WHAT THE TASK REQUIRES: Repeat everything in the data exactly except images.

SUPPLIED DATA:
..............................

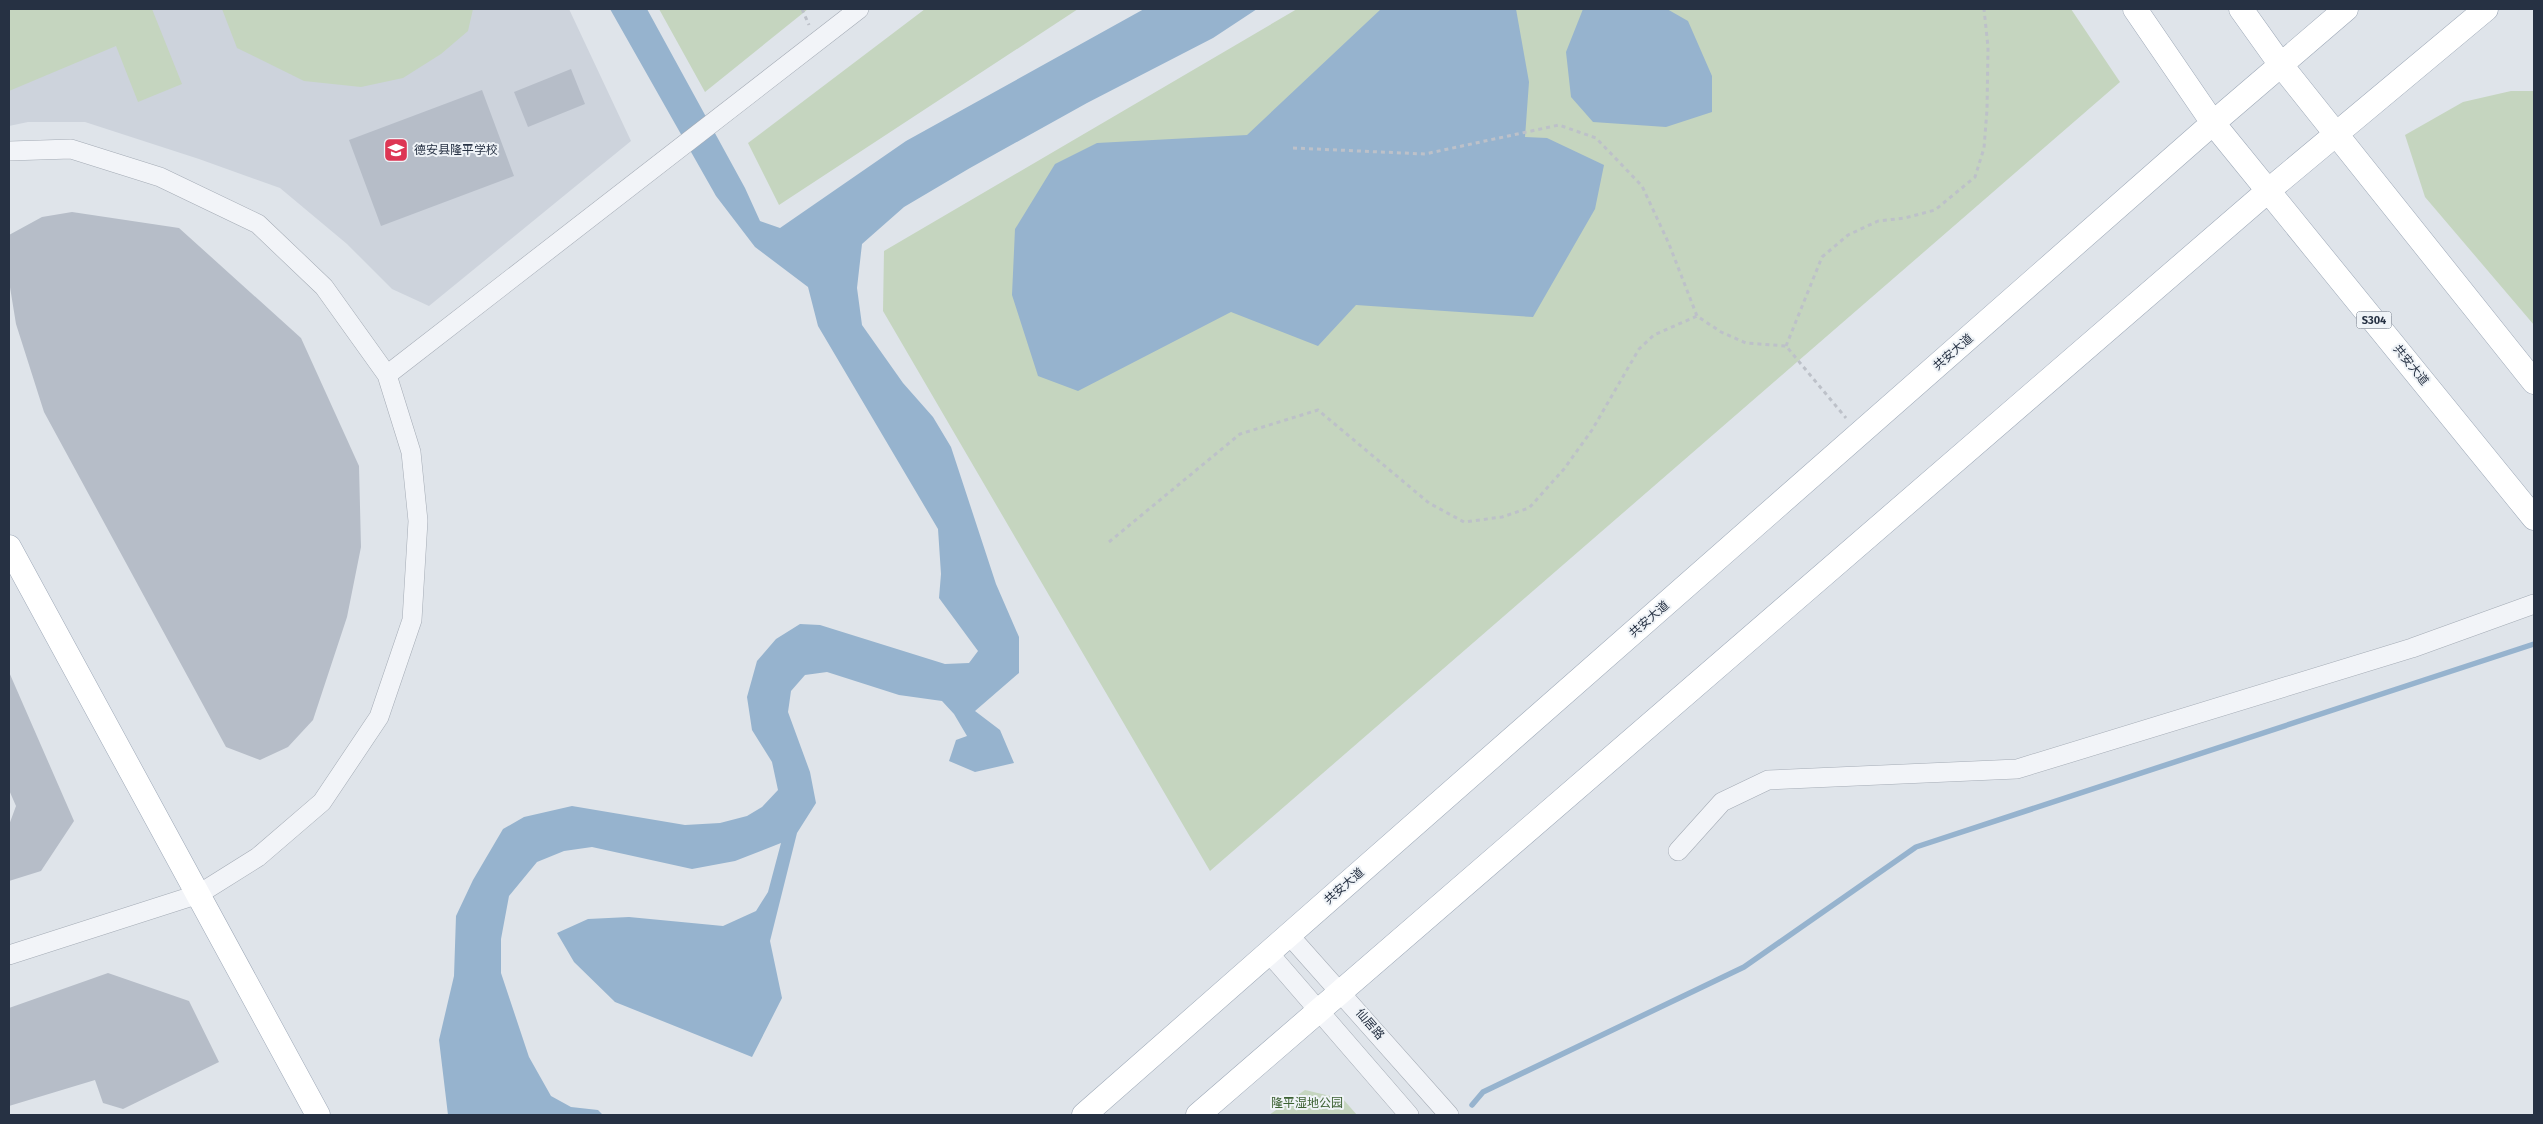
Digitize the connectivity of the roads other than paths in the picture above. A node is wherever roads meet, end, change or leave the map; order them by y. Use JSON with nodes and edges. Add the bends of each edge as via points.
{"nodes":[{"id":1,"x":859,"y":9,"type":"edge"},
{"id":2,"x":2135,"y":9,"type":"edge"},
{"id":3,"x":2242,"y":9,"type":"edge"},
{"id":4,"x":2346,"y":9,"type":"edge"},
{"id":5,"x":2486,"y":9,"type":"edge"},
{"id":6,"x":2281,"y":65,"type":"junction"},
{"id":7,"x":2213,"y":123,"type":"junction"},
{"id":8,"x":2337,"y":135,"type":"junction"},
{"id":9,"x":9,"y":151,"type":"edge"},
{"id":10,"x":2269,"y":190,"type":"junction"},
{"id":11,"x":387,"y":375,"type":"junction"},
{"id":12,"x":2534,"y":382,"type":"edge"},
{"id":13,"x":2534,"y":518,"type":"edge"},
{"id":14,"x":9,"y":547,"type":"edge"},
{"id":15,"x":2534,"y":604,"type":"edge"},
{"id":16,"x":1678,"y":851,"type":"dead end"},
{"id":17,"x":199,"y":894,"type":"junction"},
{"id":18,"x":1289,"y":935,"type":"junction"},
{"id":19,"x":1268,"y":952,"type":"junction"},
{"id":20,"x":9,"y":955,"type":"edge"},
{"id":21,"x":1340,"y":990,"type":"junction"},
{"id":22,"x":1318,"y":1010,"type":"junction"},
{"id":23,"x":318,"y":1115,"type":"edge"},
{"id":24,"x":1084,"y":1115,"type":"edge"},
{"id":25,"x":1198,"y":1115,"type":"edge"},
{"id":26,"x":1409,"y":1115,"type":"edge"},
{"id":27,"x":1449,"y":1115,"type":"edge"}],
"edges":[{"from":1,"to":11,"type":"street"},
{"from":2,"to":7,"type":"main road","name":"共安大道"},
{"from":3,"to":6,"type":"main road"},
{"from":4,"to":6,"type":"main road","name":"共安大道"},
{"from":5,"to":8,"type":"main road"},
{"from":6,"to":7,"type":"main road","name":"共安大道"},
{"from":6,"to":8,"type":"main road"},
{"from":7,"to":10,"type":"main road","name":"共安大道","number":"S304"},
{"from":7,"to":18,"type":"main road","name":"共安大道"},
{"from":8,"to":10,"type":"main road"},
{"from":8,"to":12,"type":"main road"},
{"from":9,"to":11,"type":"street","via":[[71,149],[160,177],[258,224],[324,287]]},
{"from":10,"to":13,"type":"main road","name":"共安大道","number":"S304"},
{"from":10,"to":21,"type":"main road"},
{"from":11,"to":17,"type":"street","via":[[411,452],[418,521],[412,620],[379,717],[322,802],[258,857]]},
{"from":14,"to":17,"type":"main road"},
{"from":15,"to":16,"type":"street","via":[[2412,648],[2017,769],[1768,780],[1722,802]]},
{"from":17,"to":20,"type":"street"},
{"from":17,"to":23,"type":"main road"},
{"from":18,"to":19,"type":"main road","name":"共安大道"},
{"from":18,"to":21,"type":"street","name":"仙居路"},
{"from":19,"to":22,"type":"street"},
{"from":19,"to":24,"type":"main road","name":"共安大道"},
{"from":21,"to":22,"type":"main road"},
{"from":21,"to":27,"type":"street","name":"仙居路"},
{"from":22,"to":25,"type":"main road"},
{"from":22,"to":26,"type":"street"}]}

..............................

ANSWER BOX:
Digitize the connectivity of the roads other than paths in the picture above. A node is wherever roads meet, end, change or leave the map; order them by y. Use JSON with nodes and edges. Add the bends of each edge as via points.
{"nodes":[{"id":1,"x":859,"y":9,"type":"edge"},
{"id":2,"x":2135,"y":9,"type":"edge"},
{"id":3,"x":2242,"y":9,"type":"edge"},
{"id":4,"x":2346,"y":9,"type":"edge"},
{"id":5,"x":2486,"y":9,"type":"edge"},
{"id":6,"x":2281,"y":65,"type":"junction"},
{"id":7,"x":2213,"y":123,"type":"junction"},
{"id":8,"x":2337,"y":135,"type":"junction"},
{"id":9,"x":9,"y":151,"type":"edge"},
{"id":10,"x":2269,"y":190,"type":"junction"},
{"id":11,"x":387,"y":375,"type":"junction"},
{"id":12,"x":2534,"y":382,"type":"edge"},
{"id":13,"x":2534,"y":518,"type":"edge"},
{"id":14,"x":9,"y":547,"type":"edge"},
{"id":15,"x":2534,"y":604,"type":"edge"},
{"id":16,"x":1678,"y":851,"type":"dead end"},
{"id":17,"x":199,"y":894,"type":"junction"},
{"id":18,"x":1289,"y":935,"type":"junction"},
{"id":19,"x":1268,"y":952,"type":"junction"},
{"id":20,"x":9,"y":955,"type":"edge"},
{"id":21,"x":1340,"y":990,"type":"junction"},
{"id":22,"x":1318,"y":1010,"type":"junction"},
{"id":23,"x":318,"y":1115,"type":"edge"},
{"id":24,"x":1084,"y":1115,"type":"edge"},
{"id":25,"x":1198,"y":1115,"type":"edge"},
{"id":26,"x":1409,"y":1115,"type":"edge"},
{"id":27,"x":1449,"y":1115,"type":"edge"}],
"edges":[{"from":1,"to":11,"type":"street"},
{"from":2,"to":7,"type":"main road","name":"共安大道"},
{"from":3,"to":6,"type":"main road"},
{"from":4,"to":6,"type":"main road","name":"共安大道"},
{"from":5,"to":8,"type":"main road"},
{"from":6,"to":7,"type":"main road","name":"共安大道"},
{"from":6,"to":8,"type":"main road"},
{"from":7,"to":10,"type":"main road","name":"共安大道","number":"S304"},
{"from":7,"to":18,"type":"main road","name":"共安大道"},
{"from":8,"to":10,"type":"main road"},
{"from":8,"to":12,"type":"main road"},
{"from":9,"to":11,"type":"street","via":[[71,149],[160,177],[258,224],[324,287]]},
{"from":10,"to":13,"type":"main road","name":"共安大道","number":"S304"},
{"from":10,"to":21,"type":"main road"},
{"from":11,"to":17,"type":"street","via":[[411,452],[418,521],[412,620],[379,717],[322,802],[258,857]]},
{"from":14,"to":17,"type":"main road"},
{"from":15,"to":16,"type":"street","via":[[2412,648],[2017,769],[1768,780],[1722,802]]},
{"from":17,"to":20,"type":"street"},
{"from":17,"to":23,"type":"main road"},
{"from":18,"to":19,"type":"main road","name":"共安大道"},
{"from":18,"to":21,"type":"street","name":"仙居路"},
{"from":19,"to":22,"type":"street"},
{"from":19,"to":24,"type":"main road","name":"共安大道"},
{"from":21,"to":22,"type":"main road"},
{"from":21,"to":27,"type":"street","name":"仙居路"},
{"from":22,"to":25,"type":"main road"},
{"from":22,"to":26,"type":"street"}]}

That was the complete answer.